Lozotaenia sciarrettae

Scientific classification
- Kingdom: Animalia
- Phylum: Arthropoda
- Class: Insecta
- Order: Lepidoptera
- Family: Tortricidae
- Genus: Lozotaenia
- Species: L. sciarrettae
- Binomial name: Lozotaenia sciarrettae Razowski & Trematerra, 2010

= Lozotaenia sciarrettae =

- Genus: Lozotaenia
- Species: sciarrettae
- Authority: Razowski & Trematerra, 2010

Species of moth

Lozotaenia sciarrettae is a species of moth of the family Tortricidae. The species is endemic to Ethiopia, where it is known only from the Harenna Forest in the Bale Mountains. The wingspan is 15–18 mm. In the male, the head and thorax are yellowish brown. The forewing is pale brownish cream with a hint of yellow. Yellow-brown shading is present, and some veins are tinted brown. In females, the forewing expands slightly toward the back, with a more slanted termen) compared to the male.

== Taxonomy ==
Lozotaenia sciarrettae was described by the entomologists J. Razowski and P. Trematerra in 2010 on the basis of an adult male specimen collected from the Bale Mountains in Ethiopia. The species is named after Andrea Sciarretta, who collected the holotype of this species and several other Ethiopian moths.
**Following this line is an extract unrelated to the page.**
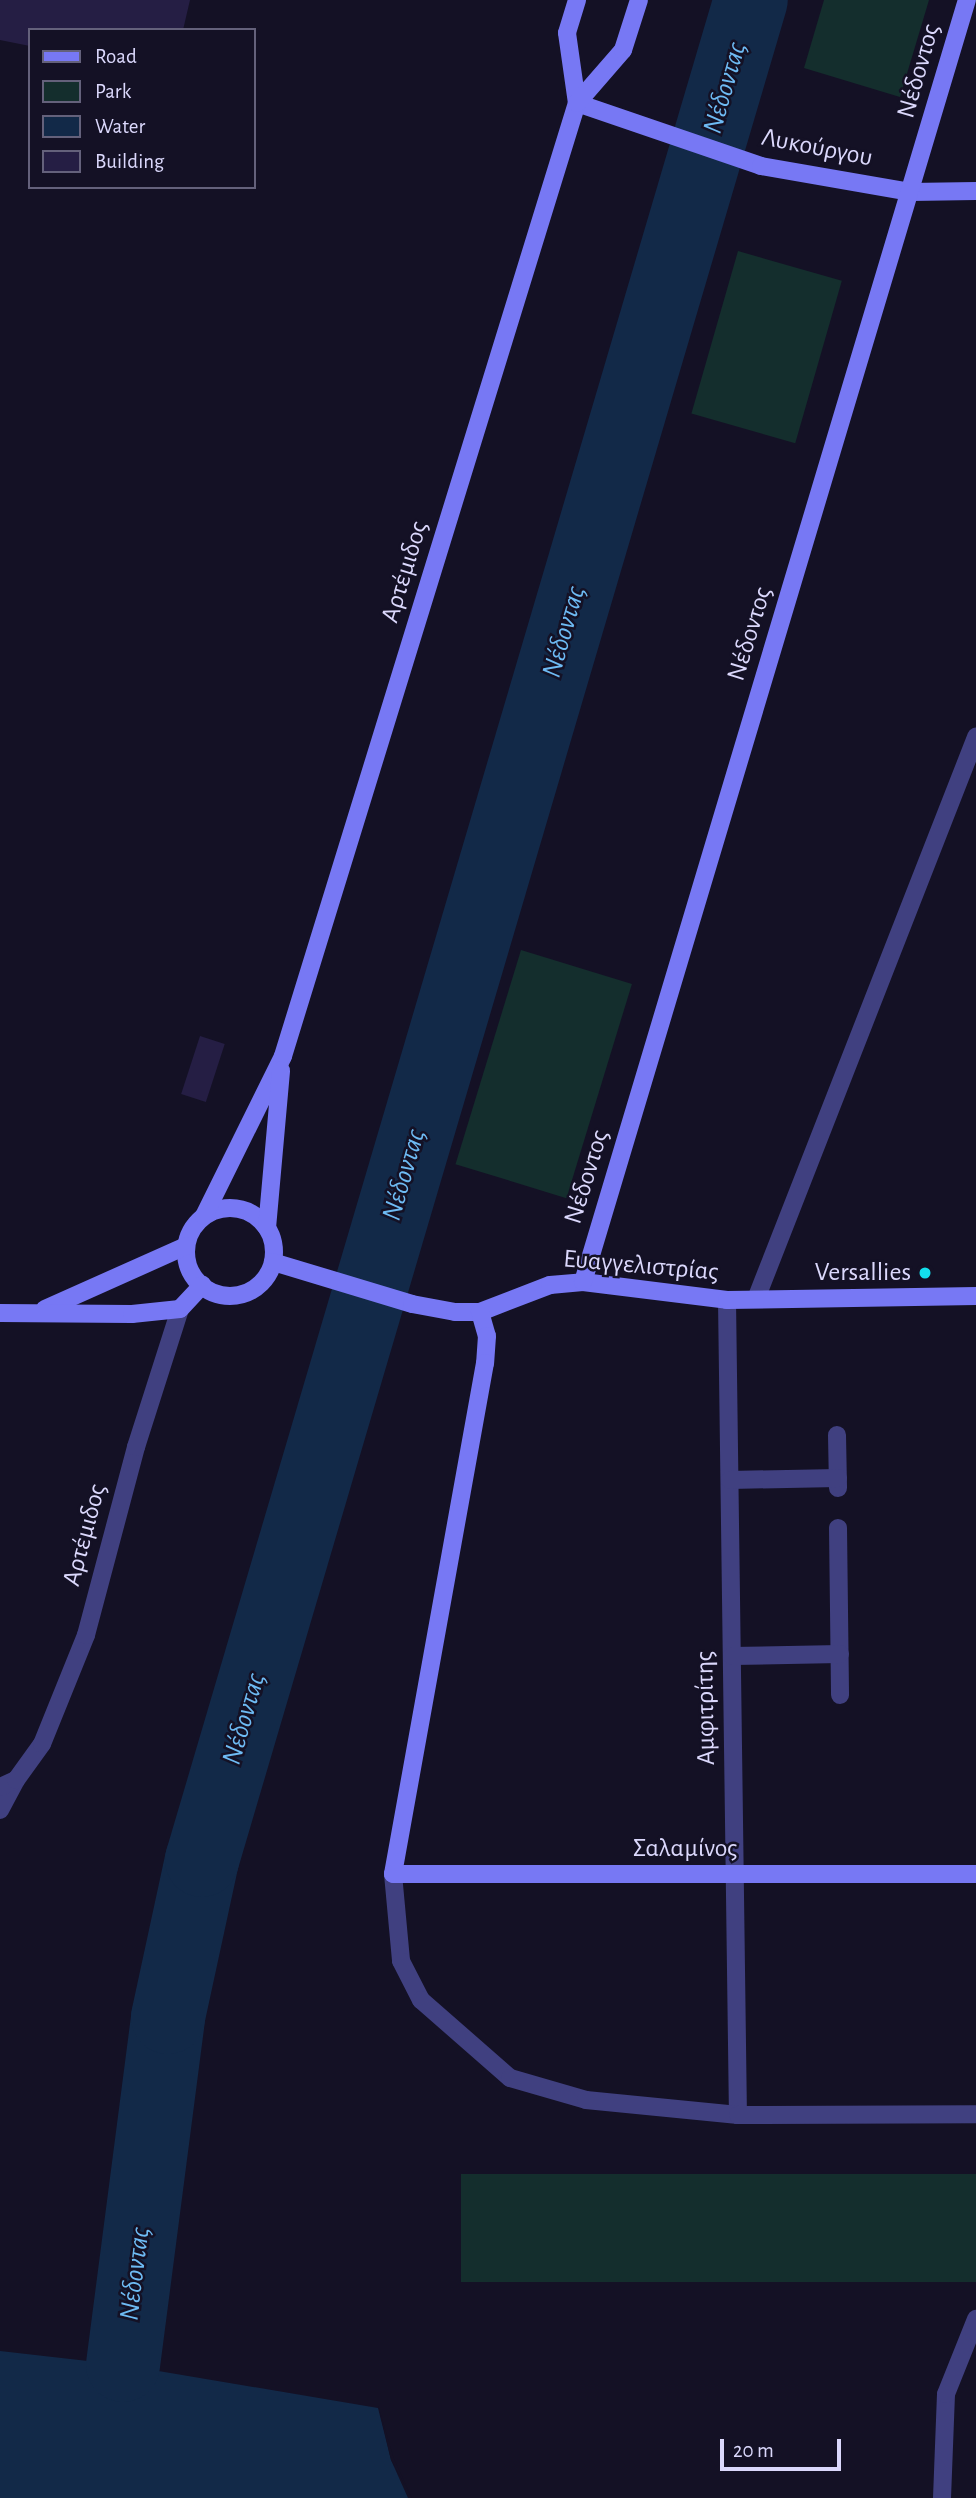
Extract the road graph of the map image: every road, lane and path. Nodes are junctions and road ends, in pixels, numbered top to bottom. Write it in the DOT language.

The species resembles Metamesia physetopa and Procrica dinshona in external morphology, but is most similar to L. karchana in the appearance of its genitalia.

== Description ==
The wingspan is 15–18 mm. In the male, the head and thorax are yellowish brown. The forewing slightly widens toward the tip, with the leading edge (costa) curved mainly near the base. The outer edge (termen) is gently wavy and slanted. The forewing is pale brownish cream with a hint of yellow. Yellow-brown shading is present, and some veins are tinted brown. The wing markings are yellowish brown and include a faint blotch near the base, a central band (median fascia) with a fairly straight front edge, and a small spot near the tip. A weak terminal marking appears as a central shaded area. The cilia closely matches the wing color. In females, the forewing expands slightly toward the back, with a more slanted termen) compared to the male.

In the male genitalia, the uncus is narrow up to the middle, then slightly widens and tapers to a point. The socius is broad. The gnathos is delicate, featuring a long central plate. The valva is oval-shaped and widest just beyond the base. The sacculus is slender, slightly curved in its first third, and ends in a tiny projection. The transtilla is broad, expands slightly at the sides, and has distinct spines on its upper surface. The aedeagus is of moderate size and includes a large dorsal process that splits into two at the tip (bifid). The coecum penis is long.

The apophyses are moderately short. The sterigma is broad, with clearly defined corners near the base and a roughened (scobinate) area just past the middle. The ostium is shielded by a hardened (sclerotized) plate. The ductus bursae is broad, and the signum is a finely spined plate.

== Distribution ==
The species is endemic to Ethiopia, where it is known only from the Harenna Forest in the Bale Mountains.